Garrett clapped him on the back and said, “Well, once you go over the rail, that’s pretty much definitely going to happen.”

* * *

“Ready, Captain?”

Sha looked up at Danival, and wondered if any of the rest of them would make it out alive of all this, and if Nate was somewhere, somehow, looking on, and laughing at them. So many dead. So many gone. Her heart hurt. “Aye,” Sha said, nodding. “Good to go.”
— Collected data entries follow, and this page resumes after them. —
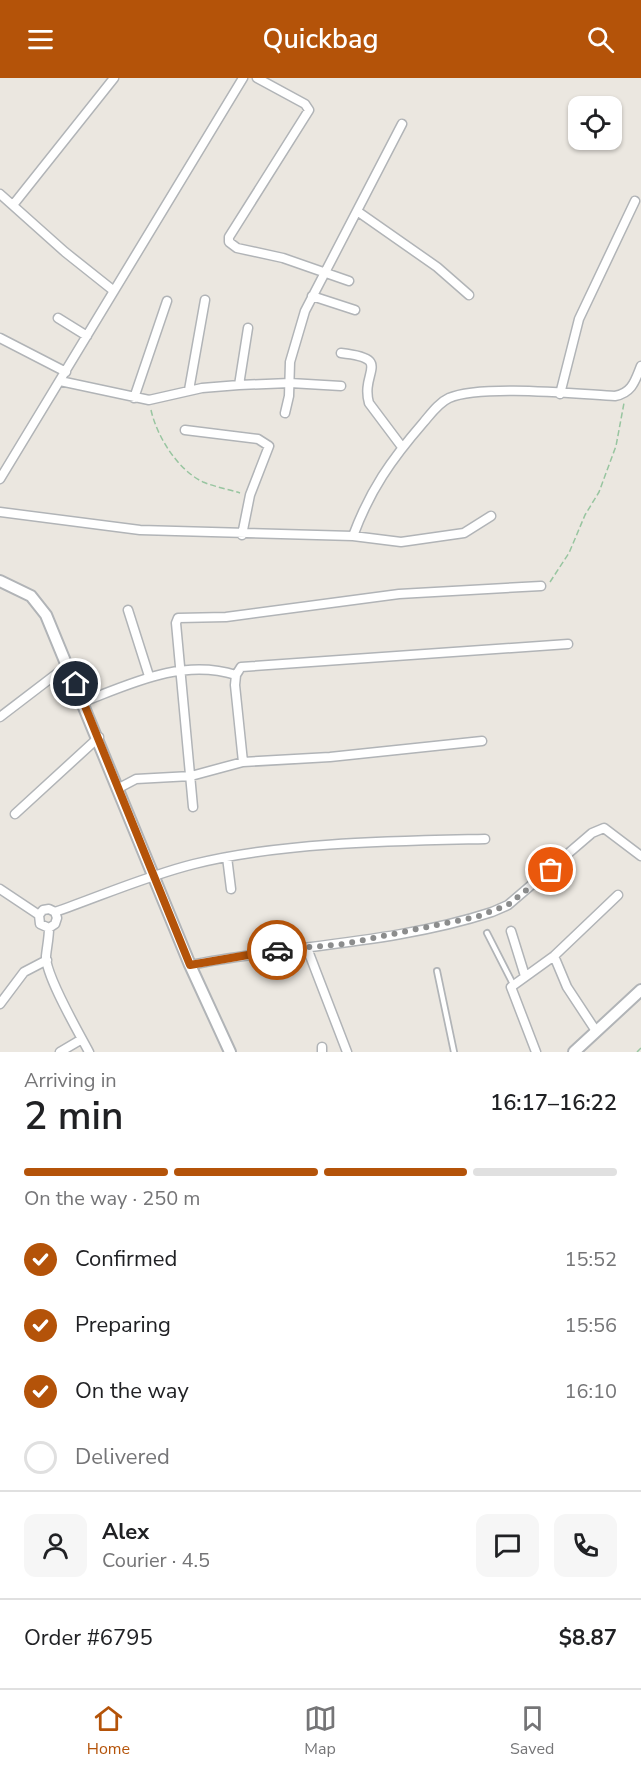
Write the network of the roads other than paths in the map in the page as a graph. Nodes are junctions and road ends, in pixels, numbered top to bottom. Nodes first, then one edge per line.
1 (114, 78) edge
2 (243, 78) edge
3 (257, 78) edge
4 (402, 124) dead end
5 (0, 194) edge
6 (635, 201) dead end
7 (13, 205) junction
8 (357, 211) junction
9 (323, 272) junction
10 (349, 281) dead end
11 (114, 291) junction
12 (312, 296) junction
13 (469, 296) dead end
14 (205, 300) dead end
15 (166, 301) dead end
16 (355, 310) dead end
17 (58, 318) dead end
18 (248, 328) dead end
19 (87, 336) junction
20 (0, 338) edge
21 (341, 353) dead end
22 (641, 366) edge
23 (66, 372) junction
24 (60, 381) junction
25 (290, 383) junction
26 (239, 385) junction
27 (341, 386) dead end
28 (189, 390) junction
29 (560, 394) junction
30 (134, 398) junction
31 (285, 413) dead end
32 (185, 430) dead end
33 (402, 447) junction
34 (0, 479) edge
35 (0, 512) edge
36 (491, 516) dead end
37 (242, 535) junction
38 (353, 536) junction
39 (0, 580) edge
40 (541, 586) road end
41 (128, 610) dead end
42 (568, 644) dead end
43 (68, 665) junction
44 (178, 671) junction
45 (236, 675) junction
46 (150, 676) junction
47 (83, 702) junction
48 (0, 717) edge
49 (99, 737) junction
50 (482, 741) dead end
51 (243, 762) junction
52 (190, 776) junction
53 (119, 788) junction
54 (193, 807) dead end
55 (15, 814) dead end
56 (486, 839) dead end
57 (641, 856) edge
58 (227, 857) junction
59 (154, 875) junction
60 (0, 889) edge
61 (231, 889) dead end
62 (618, 895) dead end
63 (55, 912) junction
64 (39, 915) junction
65 (49, 928) junction
66 (511, 932) dead end
67 (487, 933) dead end
68 (307, 948) junction
69 (554, 956) junction
70 (47, 960) junction
71 (190, 965) junction
72 (436, 971) dead end
73 (525, 976) junction
74 (513, 984) junction
75 (641, 990) edge
76 (2, 998) edge
77 (596, 1031) junction
78 (82, 1038) junction
79 (60, 1052) edge
80 (88, 1052) edge
81 (230, 1052) edge
82 (346, 1052) edge
83 (454, 1052) edge
84 (536, 1052) edge
85 (574, 1052) edge

1 - 7 street
2 - 11 street
3 - 9 street
4 - 8 street
5 - 7 street
6 - 29 street
7 - 11 street
8 - 9 street
8 - 13 street
9 - 10 street
9 - 12 street
11 - 19 street
12 - 16 street
12 - 25 street
14 - 28 street
15 - 30 street
17 - 19 street
18 - 26 street
19 - 23 street
20 - 23 street
21 - 33 street
22 - 29 street
23 - 24 street
24 - 30 street
24 - 34 street
25 - 26 street
25 - 27 street
25 - 31 street
26 - 28 street
28 - 30 street
29 - 33 street
32 - 37 street
33 - 38 street
35 - 37 street
36 - 38 street
37 - 38 street
39 - 43 street
40 - 44 street
41 - 46 street
42 - 45 street
43 - 47 street
43 - 48 street
44 - 45 street
44 - 46 street
44 - 52 street
45 - 51 street
46 - 47 street
47 - 49 street
49 - 53 street
49 - 55 street
50 - 51 street
51 - 52 street
52 - 53 street
52 - 54 street
53 - 59 street
56 - 58 street
57 - 68 street
58 - 59 street
58 - 61 street
59 - 63 street
59 - 71 street
60 - 64 street
62 - 69 street
63 - 64 street
63 - 65 street
64 - 65 street
65 - 70 street
66 - 73 street
67 - 74 lane
68 - 71 street
68 - 82 street
69 - 73 street
69 - 77 street
70 - 76 street
70 - 78 street
71 - 81 street
72 - 83 lane
73 - 74 street
74 - 84 street
75 - 77 street
77 - 85 street
78 - 79 street
78 - 80 street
When Danival gave the signal, they leapt, wearing their O2 masks, wind screaming in their ears. They would have to drop for nearly two entire minutes before their chutes opened. Training exercises conducted in Kriegic airspace should have been done for the occupants of the TS Jacob within its second year, before the ship went back to offload its scouts. Any that had planned to stay would’ve taken the necessary dives.

Only it never happened, because so much else had.

Sha knew Kieron had fallen from the ruined Jacob, and by some ridiculous providence had landed on a ship.

Sha knew she and Nathan had ridden the Jacob down into the dirt; how they’d survived was a mystery to her.

She wondered if they had any kind of luck left that wasn’t terrible.

“Probably not,” she sighed to herself aloud, chuckling. Oh well. It would be divine to see Jules’s face, and get her back on board the Hellebarde. They would mourn together. They would, the three of them, Sha, Jules, and Kieron, make their way back to Centralis, to face whatever it was the Allied government planned on doing — that’s simply how it had to be, right?

“Shit, or we could join the Kriegs,” Sha told herself. “Or I could steal a damn pirate ship and we could go further southwest, see what else is out there.”

She let her thoughts wander; there was an altitude gauge — it beeped when she had to pull her cord, so until then, she simply let the air scream around her ears as she plummeted out of the clouds and saw the city, lit up, below.

Someone spoke over the comms, but it was a burst of static, and Sha didn’t know which one of them it was. “It is beautiful.”

She pulled the cord when the time was right, and carefully steered her parachute into a small clearing, where the others would touch down, waiting.

Then it was up, over the wall, into the city’s jungle.